TASK INPUTS ->
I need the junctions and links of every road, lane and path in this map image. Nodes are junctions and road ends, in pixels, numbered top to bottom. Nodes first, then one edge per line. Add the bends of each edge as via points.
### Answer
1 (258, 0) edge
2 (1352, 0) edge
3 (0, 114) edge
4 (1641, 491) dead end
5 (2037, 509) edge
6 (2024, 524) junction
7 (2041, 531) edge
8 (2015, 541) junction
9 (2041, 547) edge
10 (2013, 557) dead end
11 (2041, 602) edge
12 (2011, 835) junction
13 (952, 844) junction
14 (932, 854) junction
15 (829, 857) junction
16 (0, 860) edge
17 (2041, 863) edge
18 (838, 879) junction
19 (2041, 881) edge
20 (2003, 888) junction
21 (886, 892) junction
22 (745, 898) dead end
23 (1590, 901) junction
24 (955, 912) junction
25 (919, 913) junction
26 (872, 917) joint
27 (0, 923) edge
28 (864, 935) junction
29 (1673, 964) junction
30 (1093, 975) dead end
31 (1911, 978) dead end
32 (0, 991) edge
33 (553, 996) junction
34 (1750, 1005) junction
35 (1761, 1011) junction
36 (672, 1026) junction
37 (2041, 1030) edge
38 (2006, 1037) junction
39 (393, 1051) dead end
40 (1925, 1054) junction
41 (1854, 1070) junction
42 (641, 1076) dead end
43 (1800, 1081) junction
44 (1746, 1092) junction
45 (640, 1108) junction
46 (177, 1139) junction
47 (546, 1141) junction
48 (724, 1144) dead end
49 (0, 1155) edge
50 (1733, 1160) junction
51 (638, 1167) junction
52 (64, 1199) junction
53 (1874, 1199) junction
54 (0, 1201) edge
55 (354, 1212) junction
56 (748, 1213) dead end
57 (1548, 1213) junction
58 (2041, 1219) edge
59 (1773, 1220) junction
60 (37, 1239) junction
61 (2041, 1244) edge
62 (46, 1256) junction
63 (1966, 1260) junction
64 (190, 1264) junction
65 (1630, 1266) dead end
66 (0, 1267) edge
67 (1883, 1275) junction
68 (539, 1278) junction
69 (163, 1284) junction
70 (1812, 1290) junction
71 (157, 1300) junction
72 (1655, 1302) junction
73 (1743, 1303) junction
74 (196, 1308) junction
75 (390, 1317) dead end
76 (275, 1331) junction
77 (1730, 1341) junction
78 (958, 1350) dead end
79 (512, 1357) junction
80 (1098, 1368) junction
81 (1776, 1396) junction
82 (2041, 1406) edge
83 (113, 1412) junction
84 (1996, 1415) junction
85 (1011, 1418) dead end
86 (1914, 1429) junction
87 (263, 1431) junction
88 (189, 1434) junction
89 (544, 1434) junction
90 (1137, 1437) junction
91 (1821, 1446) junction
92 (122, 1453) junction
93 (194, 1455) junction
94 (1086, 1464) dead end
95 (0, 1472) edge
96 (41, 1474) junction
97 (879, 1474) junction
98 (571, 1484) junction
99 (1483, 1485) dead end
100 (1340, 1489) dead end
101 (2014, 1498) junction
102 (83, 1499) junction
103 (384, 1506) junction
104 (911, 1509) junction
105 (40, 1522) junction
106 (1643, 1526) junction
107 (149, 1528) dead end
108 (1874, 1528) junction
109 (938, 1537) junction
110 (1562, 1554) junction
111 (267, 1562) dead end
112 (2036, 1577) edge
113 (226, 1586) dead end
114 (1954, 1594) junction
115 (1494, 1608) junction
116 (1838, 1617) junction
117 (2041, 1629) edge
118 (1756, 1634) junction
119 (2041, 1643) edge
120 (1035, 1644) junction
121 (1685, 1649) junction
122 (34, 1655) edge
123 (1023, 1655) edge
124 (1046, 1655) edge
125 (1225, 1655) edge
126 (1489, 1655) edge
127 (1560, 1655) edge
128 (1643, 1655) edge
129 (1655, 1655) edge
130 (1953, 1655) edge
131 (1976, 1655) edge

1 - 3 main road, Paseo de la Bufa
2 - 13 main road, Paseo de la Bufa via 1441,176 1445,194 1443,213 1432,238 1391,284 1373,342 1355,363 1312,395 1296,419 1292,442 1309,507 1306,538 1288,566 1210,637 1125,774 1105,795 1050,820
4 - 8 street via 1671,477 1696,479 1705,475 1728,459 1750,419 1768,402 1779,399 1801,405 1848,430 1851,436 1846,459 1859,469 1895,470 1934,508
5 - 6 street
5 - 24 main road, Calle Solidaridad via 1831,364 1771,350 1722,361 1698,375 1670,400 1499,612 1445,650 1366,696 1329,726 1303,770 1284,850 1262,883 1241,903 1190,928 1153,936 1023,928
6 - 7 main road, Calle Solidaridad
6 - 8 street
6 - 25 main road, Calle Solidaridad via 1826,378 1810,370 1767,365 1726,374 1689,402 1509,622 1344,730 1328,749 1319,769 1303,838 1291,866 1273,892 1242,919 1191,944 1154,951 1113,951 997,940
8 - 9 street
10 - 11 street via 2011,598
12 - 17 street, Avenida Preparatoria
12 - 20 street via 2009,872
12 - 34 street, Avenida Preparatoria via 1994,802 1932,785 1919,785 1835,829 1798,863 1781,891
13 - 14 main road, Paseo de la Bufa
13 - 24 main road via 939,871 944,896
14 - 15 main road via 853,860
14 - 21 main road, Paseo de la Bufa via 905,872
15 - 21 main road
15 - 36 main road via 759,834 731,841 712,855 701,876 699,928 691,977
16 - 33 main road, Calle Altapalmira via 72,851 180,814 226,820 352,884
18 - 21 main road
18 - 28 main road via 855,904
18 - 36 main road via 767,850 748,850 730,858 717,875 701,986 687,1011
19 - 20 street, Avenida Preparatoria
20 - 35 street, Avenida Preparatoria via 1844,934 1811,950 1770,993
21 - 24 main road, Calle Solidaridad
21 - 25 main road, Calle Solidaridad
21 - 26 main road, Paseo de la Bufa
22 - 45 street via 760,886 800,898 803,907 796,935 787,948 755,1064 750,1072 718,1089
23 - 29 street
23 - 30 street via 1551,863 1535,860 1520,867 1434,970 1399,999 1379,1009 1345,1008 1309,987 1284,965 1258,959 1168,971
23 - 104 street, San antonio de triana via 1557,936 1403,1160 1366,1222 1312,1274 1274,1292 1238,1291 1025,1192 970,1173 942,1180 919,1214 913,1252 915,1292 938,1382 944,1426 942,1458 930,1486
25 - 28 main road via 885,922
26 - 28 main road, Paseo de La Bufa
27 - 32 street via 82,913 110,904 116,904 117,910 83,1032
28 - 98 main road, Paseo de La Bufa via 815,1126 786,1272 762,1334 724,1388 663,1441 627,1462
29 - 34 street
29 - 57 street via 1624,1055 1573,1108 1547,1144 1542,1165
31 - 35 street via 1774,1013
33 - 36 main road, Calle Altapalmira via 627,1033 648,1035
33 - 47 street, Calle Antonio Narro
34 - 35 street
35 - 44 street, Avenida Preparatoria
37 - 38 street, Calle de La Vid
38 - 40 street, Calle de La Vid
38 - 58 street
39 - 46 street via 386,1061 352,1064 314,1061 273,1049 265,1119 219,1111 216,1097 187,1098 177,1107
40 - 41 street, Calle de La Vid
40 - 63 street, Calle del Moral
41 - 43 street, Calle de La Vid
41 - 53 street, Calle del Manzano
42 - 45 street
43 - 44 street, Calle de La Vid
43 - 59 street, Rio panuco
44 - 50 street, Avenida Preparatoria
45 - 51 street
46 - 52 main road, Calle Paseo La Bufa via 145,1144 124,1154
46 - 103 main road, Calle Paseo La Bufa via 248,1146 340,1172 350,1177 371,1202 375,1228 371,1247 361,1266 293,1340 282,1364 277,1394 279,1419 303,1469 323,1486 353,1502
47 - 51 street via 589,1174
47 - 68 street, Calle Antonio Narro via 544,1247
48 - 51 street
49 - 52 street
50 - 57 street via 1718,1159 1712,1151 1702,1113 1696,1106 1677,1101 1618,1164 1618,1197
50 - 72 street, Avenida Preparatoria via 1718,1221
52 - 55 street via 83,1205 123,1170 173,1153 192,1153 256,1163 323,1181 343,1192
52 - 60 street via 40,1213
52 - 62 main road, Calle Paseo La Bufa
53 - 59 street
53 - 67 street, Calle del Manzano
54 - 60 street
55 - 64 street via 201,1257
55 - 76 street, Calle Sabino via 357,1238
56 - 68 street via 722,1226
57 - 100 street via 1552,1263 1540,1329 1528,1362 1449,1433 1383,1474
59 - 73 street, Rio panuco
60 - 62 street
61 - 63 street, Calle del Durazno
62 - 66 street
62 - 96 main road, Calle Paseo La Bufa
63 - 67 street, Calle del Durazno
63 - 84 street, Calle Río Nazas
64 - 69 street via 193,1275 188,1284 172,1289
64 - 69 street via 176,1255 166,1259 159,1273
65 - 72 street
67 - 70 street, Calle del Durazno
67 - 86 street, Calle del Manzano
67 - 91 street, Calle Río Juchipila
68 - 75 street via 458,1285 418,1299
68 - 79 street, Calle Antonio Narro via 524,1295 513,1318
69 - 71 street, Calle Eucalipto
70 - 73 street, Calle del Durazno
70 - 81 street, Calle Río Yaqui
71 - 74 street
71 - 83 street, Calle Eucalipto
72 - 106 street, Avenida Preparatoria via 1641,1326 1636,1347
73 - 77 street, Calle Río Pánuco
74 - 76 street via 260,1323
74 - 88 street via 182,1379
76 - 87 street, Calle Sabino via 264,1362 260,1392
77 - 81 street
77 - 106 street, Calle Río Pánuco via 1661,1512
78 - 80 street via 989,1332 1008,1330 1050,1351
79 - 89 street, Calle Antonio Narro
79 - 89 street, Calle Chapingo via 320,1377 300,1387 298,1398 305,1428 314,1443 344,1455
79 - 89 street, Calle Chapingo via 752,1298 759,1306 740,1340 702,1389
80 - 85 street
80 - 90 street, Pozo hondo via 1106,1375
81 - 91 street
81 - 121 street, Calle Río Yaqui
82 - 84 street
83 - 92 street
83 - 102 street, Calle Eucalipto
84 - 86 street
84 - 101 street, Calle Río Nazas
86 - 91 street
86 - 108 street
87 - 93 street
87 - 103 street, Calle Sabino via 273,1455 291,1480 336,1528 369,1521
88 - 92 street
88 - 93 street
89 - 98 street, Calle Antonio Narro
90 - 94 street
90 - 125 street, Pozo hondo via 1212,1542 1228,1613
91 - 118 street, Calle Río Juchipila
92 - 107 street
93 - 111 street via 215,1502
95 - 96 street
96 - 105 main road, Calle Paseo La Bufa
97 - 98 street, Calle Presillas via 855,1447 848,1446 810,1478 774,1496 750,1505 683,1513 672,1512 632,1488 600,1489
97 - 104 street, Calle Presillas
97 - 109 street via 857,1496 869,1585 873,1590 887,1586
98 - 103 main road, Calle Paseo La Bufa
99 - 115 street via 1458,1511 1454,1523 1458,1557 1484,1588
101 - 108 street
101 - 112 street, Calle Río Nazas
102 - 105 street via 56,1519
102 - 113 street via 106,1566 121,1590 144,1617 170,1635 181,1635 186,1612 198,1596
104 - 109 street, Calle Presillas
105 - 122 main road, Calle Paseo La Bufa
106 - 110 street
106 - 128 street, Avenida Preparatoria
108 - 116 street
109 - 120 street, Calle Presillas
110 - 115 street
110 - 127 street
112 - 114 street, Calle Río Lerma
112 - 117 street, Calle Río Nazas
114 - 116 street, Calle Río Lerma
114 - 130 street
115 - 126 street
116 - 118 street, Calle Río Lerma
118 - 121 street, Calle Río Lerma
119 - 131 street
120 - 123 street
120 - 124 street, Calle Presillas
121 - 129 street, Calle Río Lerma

YOUR TASK -> Show, from the entries above, every line that includes the string "Juchipila".

RESPONSE ->
67 - 91 street, Calle Río Juchipila
91 - 118 street, Calle Río Juchipila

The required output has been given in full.